Categories: Economic News

IMF maintains Saudi Arabia economic growth forecast for 2022 at 7.6%

The International Monetary Fund (IMF) on Wednesday maintained its economic growth forecasts for Saudi Arabia amid concerns that the global economy could be headed for recession.

Saudi Arabia’s economy is still expected to grow 7.6 percent this year, which the IMF said would likely be one of the fastest rates in the world, while inflation was expected to be 2 .8% The government of Saudi Arabia has predicted that its economy will grow by 7.4% this year.

Saudi Arabia, the world’s largest oil exporter, is benefiting from rising oil prices as global demand continues to outpace production following a pandemic-induced recession.

The IMF said it expected the kingdom’s non-oil gross domestic product to grow 4.2 percent this year. Next year, real GDP was expected to increase by 3.7% and non-oil GDP by 3.8%.

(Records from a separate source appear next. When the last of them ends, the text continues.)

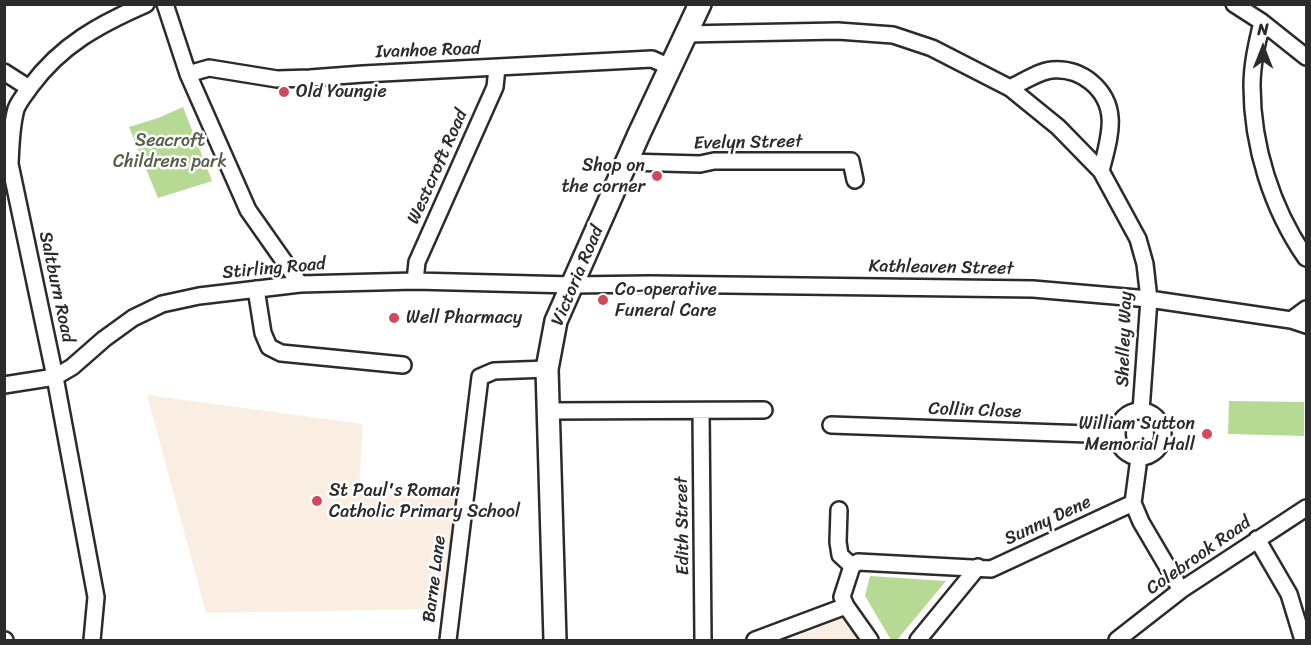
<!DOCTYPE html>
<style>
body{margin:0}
#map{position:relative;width:1311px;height:645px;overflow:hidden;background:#fff;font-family:Sriracha,sans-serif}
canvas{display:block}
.frame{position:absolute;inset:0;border:6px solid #2b2b2b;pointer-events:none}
.north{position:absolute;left:1233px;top:18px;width:60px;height:60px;-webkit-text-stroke:4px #fff;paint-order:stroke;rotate:0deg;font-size:16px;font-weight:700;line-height:24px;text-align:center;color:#2b2b2b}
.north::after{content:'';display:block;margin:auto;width:21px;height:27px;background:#2b2b2b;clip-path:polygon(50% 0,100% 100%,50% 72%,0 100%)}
</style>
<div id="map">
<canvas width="1311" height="645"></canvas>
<div class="frame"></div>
<div class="north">N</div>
</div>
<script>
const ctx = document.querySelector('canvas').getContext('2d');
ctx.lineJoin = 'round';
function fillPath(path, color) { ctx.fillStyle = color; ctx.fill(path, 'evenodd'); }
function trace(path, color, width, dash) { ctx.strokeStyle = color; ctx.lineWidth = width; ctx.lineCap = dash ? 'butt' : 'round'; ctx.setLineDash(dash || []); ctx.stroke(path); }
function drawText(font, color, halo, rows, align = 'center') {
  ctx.font = font + ' Sriracha,sans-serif'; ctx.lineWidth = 5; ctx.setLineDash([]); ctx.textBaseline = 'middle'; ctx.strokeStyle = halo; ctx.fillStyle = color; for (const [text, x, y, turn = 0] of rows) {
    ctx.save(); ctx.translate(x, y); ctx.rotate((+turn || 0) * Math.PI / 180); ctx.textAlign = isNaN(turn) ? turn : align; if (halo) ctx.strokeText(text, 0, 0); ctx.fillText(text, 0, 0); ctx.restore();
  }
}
fillPath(new Path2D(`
 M147,395L363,424L359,488L389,489L390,495L450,494L456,498L459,505L446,600L432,598L431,609L206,613Z
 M844,617L860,640H789Z`), '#faeee2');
fillPath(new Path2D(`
 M183,107L212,181L158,198L129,127L158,118Z
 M1229,401L1304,402V436L1228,434Z
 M870,576L946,581L897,640H891L865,596Z`), '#b6da94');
const street = new Path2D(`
 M165,4L188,74L248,210L300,284
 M1234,4L1262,22L1306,57
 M1262,22C1257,43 1252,64 1252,86C1252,146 1272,209 1306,258
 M685,34L838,31L893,35L932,48L1010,88L1058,127L1101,171L1138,239L1145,264L1149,299L1141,411
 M4,72L29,88
 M188,74L209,68L277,79L310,78L363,74L652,59L670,67
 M1010,88C1023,82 1039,71 1052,70C1066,69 1080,73 1091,82C1121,107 1109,138 1101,171
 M627,162L700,164L714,161H851L855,180
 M415,281L417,262L495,87L497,68
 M256,289L263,333L269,347L281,353L403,365
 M1291,320L1306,309
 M4,385L55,377L72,367L104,339L133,318L162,304L199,296L300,284L415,281L572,285L650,284L1033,289L1149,299L1291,320L1306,325
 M547,411L764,410
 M1117 434a23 23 0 1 1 46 0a23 23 0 1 1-46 0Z
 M701,412L703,640
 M831,425L1117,435
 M1139,458L1133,503L1141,522L1181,590
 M839,510L838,542L840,555L852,566
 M1257,539L1289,594L1303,640
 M4,640H5
 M92,640L96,597L55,377L10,164C11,145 11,127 16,109C19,101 26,93 31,86C61,45 100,24 146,4
 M448,640L480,377L494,371L547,369
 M755,640L846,606
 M870,640L846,606L842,597L852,566L858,562L991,569L1133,503
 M918,640L978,567
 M1117,640L1181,590L1306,508`);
const secondary = new Path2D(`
 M555,640L547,369L556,321L639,134L700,4`);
trace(street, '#2b2b2b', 20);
trace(secondary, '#2b2b2b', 26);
trace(street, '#fff', 15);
trace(secondary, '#fff', 21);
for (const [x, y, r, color] of [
 [284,92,6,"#d1495b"],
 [657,176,6,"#d1495b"],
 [603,300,6,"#d1495b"],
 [394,318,6,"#d1495b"],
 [1207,434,6,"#d1495b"],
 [317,501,6,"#d1495b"]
]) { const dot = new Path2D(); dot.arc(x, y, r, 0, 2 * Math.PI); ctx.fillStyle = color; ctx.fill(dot); trace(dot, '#fff', 2); }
drawText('18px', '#2b2b2b', '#fff', [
 ["Ivanhoe Road",428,51,-2],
 ["Evelyn Street",748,143,-1],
 ["Westcroft Road",438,167,-66],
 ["Kathleaven Street",941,268,1],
 ["Stirling Road",274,269,-5],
 ["Victoria Road",578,276,-67],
 ["Saltburn Road",56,287,78],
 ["Shelley Way",1125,339,-88],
 ["Collin Close",975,411,2],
 ["Sunny Dene",1048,521,-25],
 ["Edith Street",683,526,-91],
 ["Colebrook Road",1199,556,-35],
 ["Barne Lane",435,579,-83]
]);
drawText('18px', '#2b2b2b', '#fff', [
 ["Old Youngie",296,92],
 ["Shop on",645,166,"right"],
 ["the corner",645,187,"right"],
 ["Co-operative",615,290],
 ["Funeral Care",615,311],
 ["Well Pharmacy",406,318],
 ["William Sutton",1195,424,"right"],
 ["Memorial Hall",1195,445,"right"],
 ["St Paul's Roman",329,491],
 ["Catholic Primary School",329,512]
], 'left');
drawText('18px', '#55604a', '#fff', [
 ["Seacroft",170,141],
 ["Childrens park",170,162]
]);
</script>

The Fund said in a report that Saudi Arabia’s fiscal performance this year would exceed budget and for the first time since 2013 there would be a fiscal surplus of 5.5 percent of GDP.

The IMF said the fallout from Russia’s invasion of Ukraine had so far been limited for Saudi Arabia and that inflation was contained. He also said the kingdom should keep control of state spending despite higher oil revenues, although he said there was “room for more targeted social spending.”

Government officials in Saudi Arabia have said government spending would be divested from oil revenue after decades of oil-driven spending and cuts.

IMF mission chief Amine Mati told reporters that Saudi Arabia could raise non-oil revenue by taxing income or property, which currently does not exist, and should be considered by the government.

He also said the IMF believed Saudi Arabia should maintain the 15 percent value-added tax (VAT), which the kingdom imposed in 2020, although officials have said it could be lowered.

Asked whether the IMF’s forecast could be revised further in the face of fears of a global recession and the recent drop in oil prices, Mati said: “At this stage we do not expect any change.”

The IMF cut global growth forecasts in July, warning 07-26 that the risks of high inflation and the war in Ukraine were materializing and could push the global economy to the brink of recession if left unchecked.